Georg Wilhelm Steinkopf (28 June 1879 – 12 March 1949) was a German chemist. Today he is mostly remembered for his work on the production of mustard gas during World War I.

==Life==
Georg Wilhelm Steinkopf was born on 28 June 1879 in Staßfurt, in the Prussian Province of Saxony in the German Empire, the son of Gustav Friedrich Steinkopf, a merchant, and his wife Elise Steinkopf (née Heine).

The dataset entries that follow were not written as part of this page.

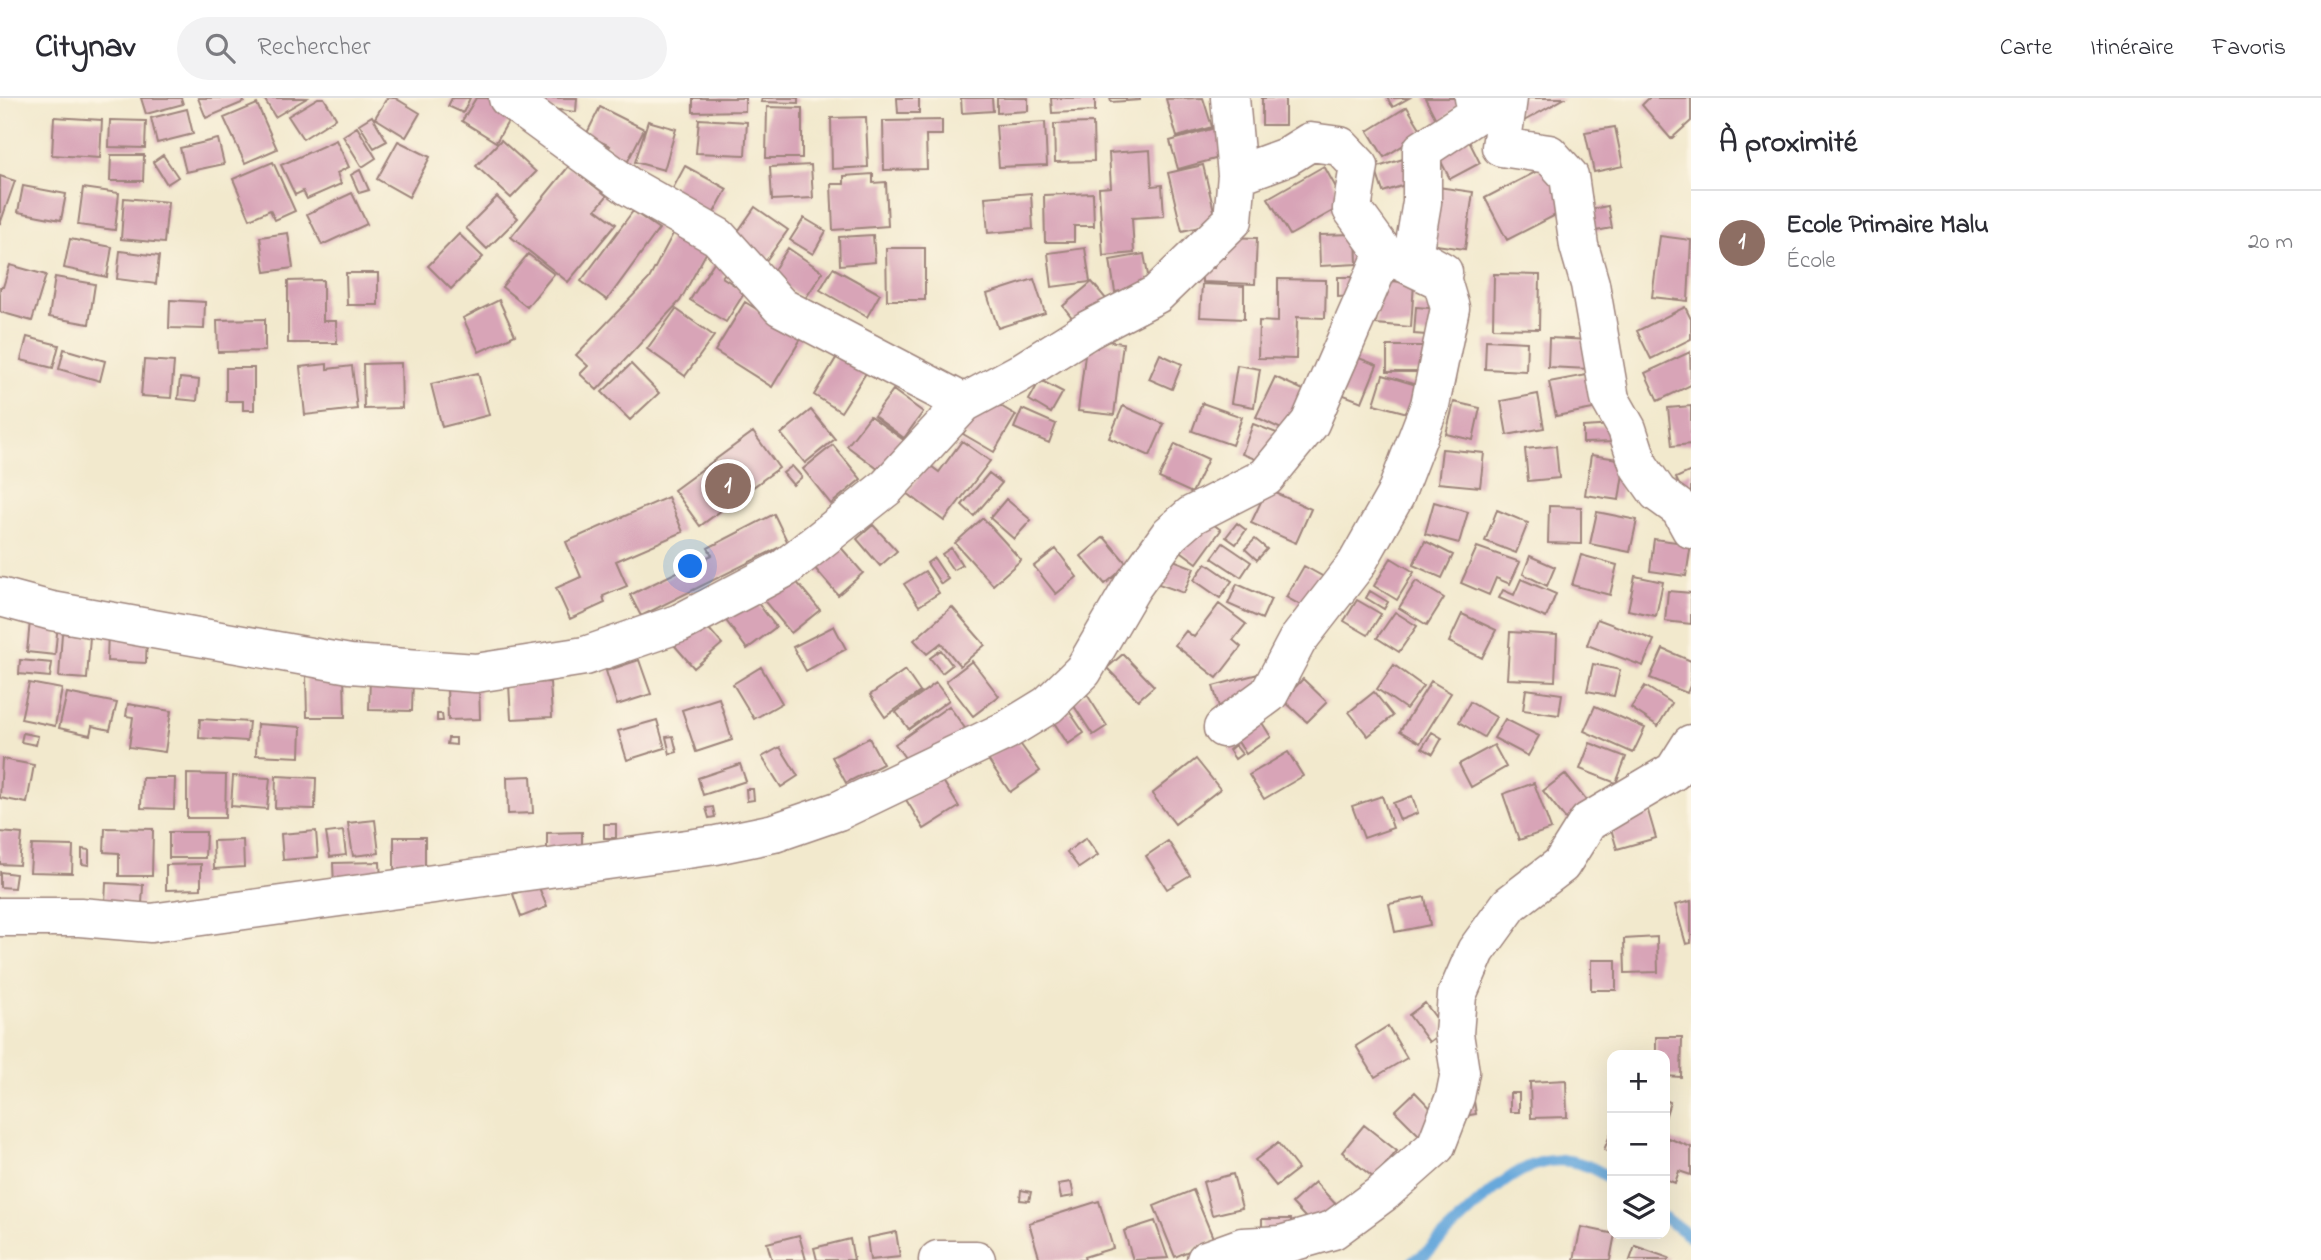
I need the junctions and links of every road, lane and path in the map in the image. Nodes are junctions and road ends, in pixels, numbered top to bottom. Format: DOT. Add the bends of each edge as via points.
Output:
graph roads {
  1 [pos="508,98"];
  2 [pos="1230,98"];
  3 [pos="1474,98"];
  4 [pos="1508,98"];
  5 [pos="1237,175"];
  6 [pos="1384,253"];
  7 [pos="1450,308"];
  8 [pos="964,403"];
  9 [pos="1691,529"];
  10 [pos="0,597"];
  11 [pos="1223,727"];
  12 [pos="1691,744"];
  13 [pos="0,917"];
  14 [pos="938,1260"];
  15 [pos="976,1260"];
  16 [pos="1206,1260"];
  1 -- 8 [label="street" via="628,186 718,237 781,307"];
  2 -- 5 [label="street"];
  3 -- 7 [label="street" via="1481,111 1422,150 1422,202 1413,255 1470,288 1471,323"];
  4 -- 9 [label="street" via="1501,147 1549,154 1569,176 1609,399 1628,429 1639,466 1658,494 1680,509"];
  5 -- 6 [label="street" via="1286,157 1310,142 1340,146 1359,166 1352,209"];
  5 -- 8 [label="street" via="1233,220 1157,294"];
  6 -- 7 [label="street" via="1442,281"];
  6 -- 13 [label="street" via="1310,423 1266,477 1192,515 1170,534 1132,587 1083,671 1048,705 1007,730 838,811 774,833 716,845 151,923"];
  7 -- 11 [label="street" via="1430,405 1395,496 1356,565 1297,641 1269,694"];
  8 -- 10 [label="street" via="887,487 785,568 680,623 585,656 476,673 350,664 52,611"];
  12 -- 16 [label="street" via="1674,771 1588,822 1561,866 1510,904 1476,951 1457,995 1454,1034 1460,1072 1436,1146 1333,1230 1282,1245 1242,1247"];
  14 -- 15 [label="street"];
}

In 1898 he began studying chemistry and physics at the University of Heidelberg. In 1899 he moved to the Technische Hochschule Karlsruhe (today the Karlsruhe Institute of Technology), where he finished his studies with a degree as Diplomingenieur in 1905. In Karlsruhe, he also met his future colleagues Fritz Haber and Roland Scholl. After receiving his Doctor of Science and eventually his Habilitation in 1909, he worked as an associate professor at the TU Karlsruhe until 1914, when he volunteered for service in World War I.

In 1916 Fritz Haber, who was now the director of the Kaiser Wilhelm Institute for Physical Chemistry and Electrochemistry (KWIPC, today the Fritz Haber Institute of the Max Planck Society) in Berlin, invited Steinkopf to join his institute as the head of a team devoted to research on chemical weapons. Together with chemical engineer Wilhelm Lommel, Steinkopf developed a method for the large-scale production of bis(2-chloroethyl) sulfide, commonly known as mustard gas. Mustard gas was subsequently assigned the acronym LOST (LOmmel/STeinkopf) by the German military.

Steinkopf's work on mustard gas and related substances had a negative impact on his health, which caused him to switch to another department of the KWIPC in 1917, supervising the production of gas ammunition.

Although Fritz Haber wanted him to stay in Berlin, Steinkopf moved to Dresden after the end of World War I. Succeeding Reinhold von Walther as the associate professor in organic chemistry at the Technische Universität Dresden, he worked there from 1919 until his retirement. His research focussed on organic arsenic compounds, thiophene compounds, and the formation of petroleum.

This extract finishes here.